Acreditavam que enquanto mantivessem-na trancada ela não poderia chamar pela ajuda
das aberrações que a obedeciam. Mas estavam errados, pois aqueles seres das não eram
seus vassalos, eles eram parte dela. Eram filhos de seu sangue e de sua carne.
Personificações de sua mente e de seus sentimentos. O quão não gritaram aqueles
homens ao descobrirem isso no dia em que foram esmagados pelas bestas saídas de seu
corpo.
Com o braço que lhe restava a garota facilmente decepou o tentáculo que lhe
perfurara o abdome, fazendo a criatura soltar um urro de dor. Era um grito desesperado,
grave, amedrontador, mas para aquela garota era uma sinfonia agridoce, o coro de um
filho de seu ventre. Livrou-se de todas as bocas que lhe mordiam e mesmo brutalmente
mutilada caminhou em direção à besta agonizante. Rasgou-lhe o disco negro, decepando
as extensões que dele saíam. A besta então caiu de joelhos perante sua criadora. Seus
milhares de olhos estavam opacos, sinal da eminência de sua morte. A jovem acariciou
a cabeça da besta. Um gesto final de compaixão de uma mãe para com seu filho rebelde.

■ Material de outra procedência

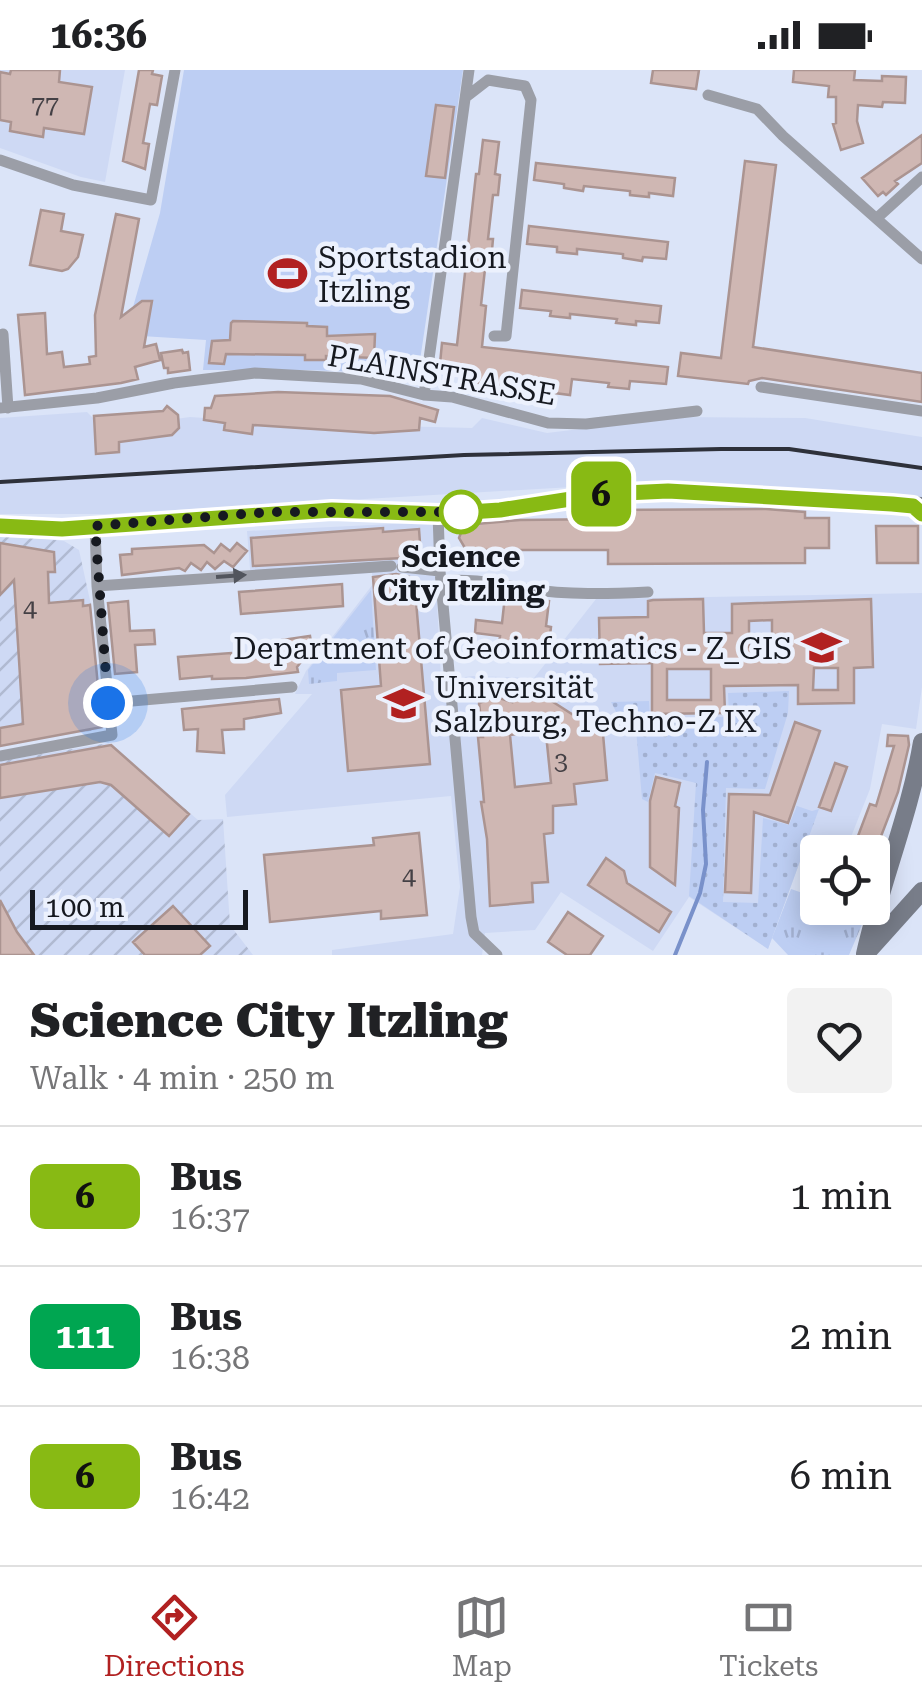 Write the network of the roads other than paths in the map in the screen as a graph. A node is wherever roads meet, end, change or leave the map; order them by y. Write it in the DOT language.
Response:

Então, com um esforço ínfimo, rasgou a aberração da cabeça ao abdômen, fazendo-a
desfazer-se numa poça d’um líquido negro e viscoso.
Em seu profundo sono viu-se correndo por vastos campos verdes. Buscava algo que
não sabia o que era. Quanto mais avançava mais se sentia perdida e mais o desespero
crescia em seu peito. Quando por sobre o tapete verde caiu a noite escura tudo se desfez
em mágoa. Olhou para suas mãos manchadas pelo sangue de tantos e viu delas surgirem
terrores indescritíveis. Viu-se então sentada num trono de carne perante o qual se
prostravam todas bestas de planos anormais.
—Desculpe ter permitido isso. – sussurrou ele – Queria ter estado com você, mas era
algo que tinha de fazer sozinha. Entendo como foi difícil e por isso me desculpo.
E segurando na mão daquele que lhe recolhera a jovem ergueu-se, orgulhosa. Não
importava quem ou que tivesse de enfrentar daí em diante, não iria se esconder ou
recuar. Não mais temeria aquilo que havia dentro de si e não mais permitiria que a
usassem, pois sob uma lua de primavera uma Rosa Mosqueta floresceu.